日本からは高木美とチームパシュート金メダルメンバーの菊池彩花(30)が出場。高木美は1日目の500mで1位、3000mで2位、2日目の1500mで1位、5000mで4位に入り、最近10年間で5回、本大会を制しているオランダの女王イレイン・ブスト(31)を退けて総合優勝した。高木美が得意とするのは中距離。速さと持久力を兼ね備えたオールラウンダーだが、平昌五輪では個人・団体と獅子奮迅の奮闘を見せた疲れも残っていたにちがいない。しかも競技は2日間で短距離から長距離まで4回滑る過酷なもので、相当きつかったはずだ。この厳しい条件で世界一を勝ち取ってしまうのだから立派というしかない。競技場を埋めた2万5000人もの大観衆は偉業の価値を知っており、地元オランダの英雄が負けたにもかかわらず、高木美を歓声で称えた。

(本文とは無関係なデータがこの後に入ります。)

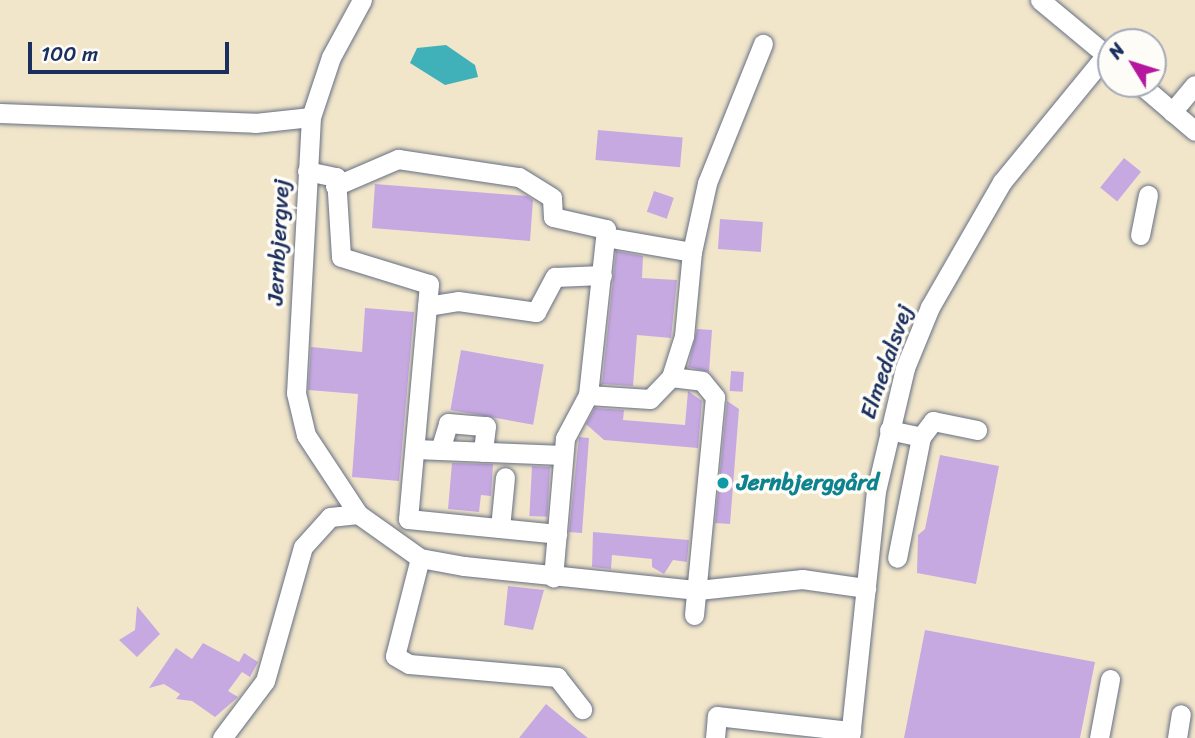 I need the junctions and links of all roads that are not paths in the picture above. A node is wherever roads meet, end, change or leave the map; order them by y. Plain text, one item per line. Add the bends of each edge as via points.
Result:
1 (362, 0) edge
2 (1040, 0) edge
3 (762, 44) dead end
4 (1097, 47) edge
5 (1097, 71) edge
6 (1195, 85) edge
7 (1156, 98) edge
8 (1172, 112) junction
9 (0, 113) edge
10 (312, 117) junction
11 (1195, 131) edge
12 (307, 171) junction
13 (335, 186) junction
14 (1148, 195) dead end
15 (606, 233) junction
16 (1140, 235) dead end
17 (692, 252) junction
18 (602, 275) junction
19 (427, 306) junction
20 (671, 377) junction
21 (588, 395) junction
22 (889, 430) junction
23 (977, 430) dead end
24 (921, 437) junction
25 (415, 449) junction
26 (440, 450) junction
27 (483, 452) junction
28 (564, 454) junction
29 (505, 477) dead end
30 (339, 488) junction
31 (358, 514) junction
32 (330, 517) junction
33 (500, 528) junction
34 (557, 534) junction
35 (420, 558) junction
36 (897, 558) dead end
37 (553, 577) junction
38 (866, 587) junction
39 (698, 590) junction
40 (694, 615) dead end
41 (1110, 679) dead end
42 (582, 709) dead end
43 (1181, 714) dead end
44 (851, 735) edge
45 (222, 738) edge
46 (715, 738) edge
47 (1100, 738) edge
48 (1177, 738) edge

1 - 10 street, Jernbjergvej via 331,57
2 - 4 street
3 - 17 street via 707,183
5 - 22 street, Elmedalsvej via 1002,182 965,240 910,356
6 - 8 street
7 - 8 street
8 - 11 street
9 - 10 street via 255,123
10 - 12 street, Jernbjergvej
12 - 13 street via 336,177
12 - 30 street, Jernbjergvej via 296,393 306,435
13 - 15 street via 398,159 519,177 552,198 553,217
13 - 19 street via 341,257 429,284
14 - 16 street
15 - 17 street
15 - 18 street
17 - 20 street via 684,336
18 - 19 street via 555,277 536,312 458,301
18 - 21 street
19 - 25 street
20 - 21 street via 650,399
20 - 39 street via 702,381 715,397
21 - 28 street via 565,438
22 - 24 street
22 - 38 street, Elmedalsvej
23 - 24 street via 933,421
24 - 36 street
25 - 26 street
25 - 33 street via 408,519
26 - 27 street
26 - 27 street via 448,423 486,426
27 - 28 street
28 - 34 street
29 - 33 street
30 - 31 street, Jernbjergvej
30 - 32 street
31 - 32 street
31 - 35 street, Jernbjergvej
32 - 45 street via 294,562 265,681
33 - 34 street
34 - 37 street
35 - 37 street
35 - 42 street via 395,656 409,664 557,677
37 - 39 street
38 - 39 street via 802,579
38 - 44 street, Elmedalsvej
39 - 40 street
41 - 47 street
43 - 48 street
44 - 46 street via 717,716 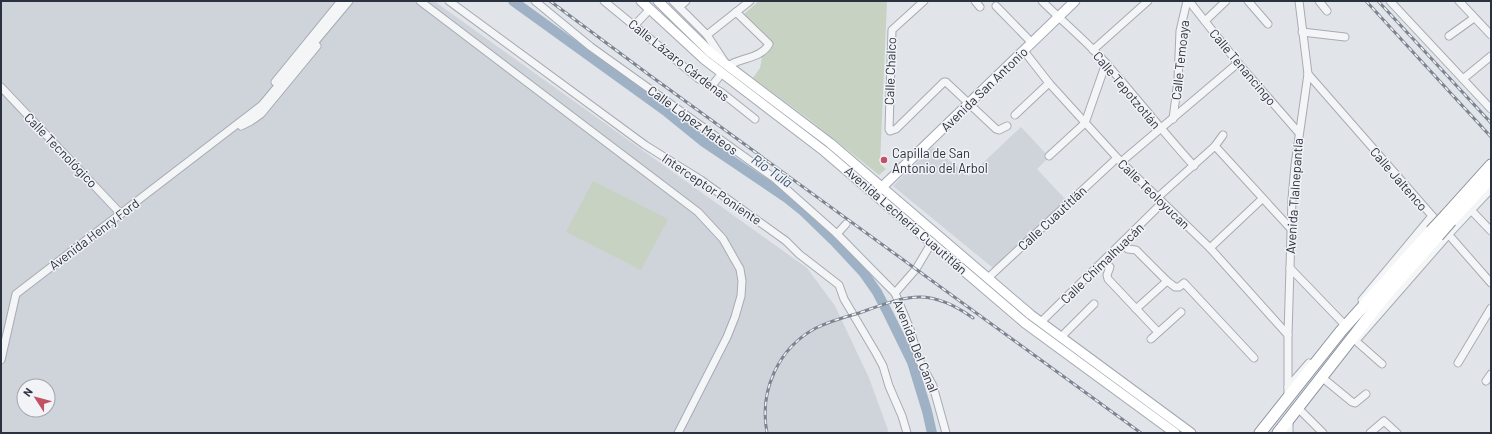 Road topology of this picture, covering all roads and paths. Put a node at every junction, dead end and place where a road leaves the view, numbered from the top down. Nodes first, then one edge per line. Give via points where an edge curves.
1 (341, 1) edge
2 (349, 1) edge
3 (355, 1) edge
4 (420, 1) edge
5 (449, 1) edge
6 (535, 1) edge
7 (604, 1) edge
8 (641, 1) edge
9 (658, 1) edge
10 (673, 1) edge
11 (686, 1) edge
12 (750, 1) edge
13 (924, 1) edge
14 (1042, 1) edge
15 (1075, 1) edge
16 (1148, 1) edge
17 (1188, 1) edge
18 (1226, 1) edge
19 (1248, 1) edge
20 (1299, 1) edge
21 (1319, 1) edge
22 (1390, 1) edge
23 (1459, 1) edge
24 (996, 6) dead end
25 (679, 7) junction
26 (650, 9) junction
27 (1326, 11) dead end
28 (736, 12) junction
29 (1058, 17) junction
30 (1474, 18) junction
31 (1205, 21) junction
32 (1268, 24) dead end
33 (634, 26) junction
34 (1302, 32) junction
35 (707, 35) junction
36 (1491, 35) edge
37 (1449, 36) dead end
38 (1346, 37) dead end
39 (1032, 43) junction
40 (1093, 50) junction
41 (1024, 51) junction
42 (1491, 56) edge
43 (1106, 63) junction
44 (1238, 63) junction
45 (727, 65) junction
46 (722, 73) junction
47 (1308, 74) junction
48 (1463, 79) junction
49 (1049, 83) junction
50 (1, 87) edge
51 (711, 87) junction
52 (969, 103) junction
53 (1491, 109) edge
54 (1015, 115) dead end
55 (755, 119) dead end
56 (1173, 119) junction
57 (1085, 123) junction
58 (1007, 126) dead end
59 (1160, 129) junction
60 (226, 133) junction
61 (1299, 133) junction
62 (1223, 135) dead end
63 (1215, 146) junction
64 (1049, 156) dead end
65 (1119, 160) junction
66 (1491, 165) edge
67 (1194, 166) junction
68 (1487, 182) edge
69 (882, 186) junction
70 (875, 194) junction
71 (1262, 199) junction
72 (1160, 201) junction
73 (1471, 210) junction
74 (121, 214) junction
75 (1432, 216) junction
76 (846, 224) dead end
77 (1291, 230) junction
78 (1491, 231) edge
79 (837, 234) junction
80 (1439, 234) junction
81 (932, 242) junction
82 (1122, 244) junction
83 (1210, 248) junction
84 (1104, 261) junction
85 (1290, 268) junction
86 (988, 278) junction
87 (1167, 281) junction
88 (1491, 283) edge
89 (895, 293) junction
90 (1094, 304) dead end
91 (1136, 308) junction
92 (1491, 308) edge
93 (1181, 312) dead end
94 (1041, 322) junction
95 (1343, 323) junction
96 (1158, 332) junction
97 (1288, 335) junction
98 (1061, 337) junction
99 (1151, 339) dead end
100 (1356, 341) junction
101 (1254, 358) dead end
102 (1, 360) edge
103 (1458, 363) dead end
104 (1382, 364) dead end
105 (1491, 374) edge
106 (1324, 379) junction
107 (1486, 382) dead end
108 (1366, 394) dead end
109 (1300, 410) junction
110 (678, 433) edge
111 (907, 433) edge
112 (946, 433) edge
113 (1175, 433) edge
114 (1191, 433) edge
115 (1260, 433) edge
116 (1278, 433) edge
117 (1289, 433) edge
118 (1323, 433) edge
119 (1370, 433) edge
120 (1397, 433) edge

1 - 60 street, Avenida Henry Ford via 260,100
2 - 60 street, Avenida Henry Ford via 262,105
3 - 60 street, Avenida Henry Ford via 261,114
4 - 110 street via 698,212 723,239 740,269 741,296 727,337
5 - 111 street, Interceptor Poniente via 645,145 701,180 786,241 798,254 839,285 844,299 883,366
6 - 79 street, Calle López Mateos via 592,47 774,178
7 - 33 street, Calle Lázaro Cárdenas
8 - 26 main road, Avenida Lecheria Cuautitlán
9 - 45 main road, Avenida Lecheria Cuautitlán via 711,53
10 - 25 street
11 - 25 street
12 - 28 street
13 - 52 street, Calle Chalco via 892,30 888,126 890,131 896,129 944,82
14 - 29 street
15 - 29 main road, Avenida San Antonio
16 - 40 street
17 - 31 street, Calle Tenancingo
17 - 56 street, Calle Temoaya via 1180,31
18 - 31 street
19 - 32 street
20 - 34 street, Avenida Tlalnepantla
21 - 27 street
22 - 48 street
23 - 30 street
24 - 39 street
25 - 35 street
26 - 33 street
26 - 46 main road, Avenida Lecheria Cuautitlán
28 - 35 street
28 - 45 street via 769,44 760,54
29 - 39 main road, Avenida San Antonio
29 - 40 street, Calle Tepotzotlán
30 - 36 street
30 - 37 street
31 - 44 street, Calle Tenancingo
33 - 51 street, Calle Lázaro Cárdenas
34 - 38 street
34 - 47 street, Avenida Tlalnepantla
35 - 45 street
39 - 41 main road, Avenida San Antonio
40 - 43 street, Calle Tepotzotlán
41 - 49 street, Calle Teoloyucan
41 - 52 main road, Avenida San Antonio
42 - 48 street
43 - 57 street
43 - 59 street, Calle Tepotzotlán
44 - 56 street, Calle Cuautitlán
44 - 61 street, Calle Tenancingo
45 - 69 main road, Avenida Lecheria Cuautitlán
46 - 51 street
46 - 70 main road, Avenida Lecheria Cuautitlán via 824,151
47 - 61 street, Avenida Tlalnepantla
47 - 75 street, Calle Jaltenco
48 - 53 street
49 - 54 street
49 - 57 street, Calle Teoloyucan
50 - 74 street, Calle Tecnológico
51 - 55 street, Calle Lázaro Cárdenas
52 - 58 street via 996,129 1002,130
52 - 69 main road, Avenida San Antonio
56 - 59 street, Calle Cuautitlán
57 - 64 street
57 - 65 street, Calle Teoloyucan
59 - 65 street, Calle Cuautitlán
59 - 67 street, Calle Tepotzotlán
60 - 74 street, Avenida Henry Ford
61 - 77 street, Avenida Tlalnepantla
62 - 63 street, Calle Chimalhuacán
63 - 67 street, Calle Chimalhuacán
63 - 71 street
65 - 72 street, Calle Teoloyucan
65 - 86 street, Calle Cuautitlán
66 - 68 highway
67 - 72 street, Calle Chimalhuacán
68 - 73 street
68 - 80 highway, bridge via 1448,218
69 - 70 main road, Avenida San Antonio
69 - 86 main road, Avenida Lecheria Cuautitlán
70 - 81 main road, Avenida Lecheria Cuautitlán
71 - 77 street
71 - 83 street
72 - 82 street, Calle Chimalhuacán
72 - 83 street, Calle Teoloyucan
73 - 78 street
73 - 80 street
74 - 102 street, Avenida Henry Ford via 16,294
75 - 80 street, Calle Jaltenco
75 - 95 street
76 - 79 street
77 - 85 street, Avenida Tlalnepantla
79 - 89 street, Avenida Del Canal
80 - 88 street, Calle Jaltenco
80 - 100 street
80 - 115 highway via 1341,331
80 - 116 highway via 1385,296
81 - 89 street via 916,269
81 - 113 main road, Avenida Lecheria Cuautitlán via 1025,323
82 - 84 street, Calle Chimalhuacán
82 - 87 street via 1128,249 1136,250
83 - 97 street, Calle Teoloyucan
84 - 91 street via 1110,267 1108,279
84 - 94 street, Calle Chimalhuacán
85 - 95 street
85 - 97 street, Avenida Tlalnepantla
86 - 94 main road, Avenida Lecheria Cuautitlán
87 - 91 street
87 - 101 street via 1177,288 1185,284
89 - 112 street, Avenida Del Canal via 919,360 935,390
90 - 98 street
91 - 96 street
92 - 103 street
93 - 96 street
94 - 98 main road, Avenida Lecheria Cuautitlán
95 - 97 street, Avenida Tlalnepantla via 1288,390
96 - 99 street
98 - 114 main road, Avenida Lecheria Cuautitlán
100 - 104 street
100 - 106 street
105 - 107 street
106 - 108 street via 1352,402 1358,402
106 - 109 street
109 - 117 street via 1289,424
109 - 118 street
119 - 120 street via 1384,421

 この大会での日本女子の成績は90年大会での橋本聖子氏(現参議院議員)の2位が最高。他に3位に入ったことが4回あるが、優勝は高木美が初めて。その意味でも価値がある。なお、菊池も総合7位と健闘を見せた。

 高木美といえば平昌五輪で姉の菜那(25)とともに栄冠をつかんだことが記憶に新しい。ふたりで金メダル3個、銀と銅を合わせて5個のメダルを獲得したことから日本五輪史上最強の姉妹ともいわれた。この歓喜の時を迎えるまで姉妹の間にはさまざまな葛藤があったことがメディアで伝えられたが、姉妹あるいは兄弟が揃って栄冠を勝ち取ることはめったにないことだ。

成績で比較されがち
兄弟姉妹アスリートはつらいよ

 平昌五輪と同時期に行われた競技で明暗を分けた兄弟がいた。陸上長距離の双子の兄弟、設楽啓太と悠太だ。五輪閉会式があった2月25日に行われた東京マラソンには弟の悠太が出場。マラソン日本記録を更新する2時間6分11秒で走り切った。マラソンの記録更新は16年ぶりであり、待望久しい快挙だったことから日本実業団陸上競技連合から1億円の報奨金が贈られた。

 一方、兄の啓太はその翌週に行われたびわ湖毎日マラソンに出場。20キロ手前までは先頭集団につけていたが、次第に遅れ出し、2時間18分39秒で26位に終わった。設楽兄弟は東洋大学在学時、ともに箱根駅伝を1年から4年まですべて出場。2枚看板として2度の優勝に貢献している。大学時代の2人の成績は甲乙つけがたいものがあるが、実業団で競技をするようになってから成績に差が出始めた。兄の啓太にはアキレス腱痛などの故障が相次ぎ、思うような練習ができなくなったためだ。だが、本人はこうした不運にも決して腐ることなく復活の道を着実に歩んでいる。びわ湖毎日マラソンも自己ベストで完走できたことを前向きにとらえているようだ。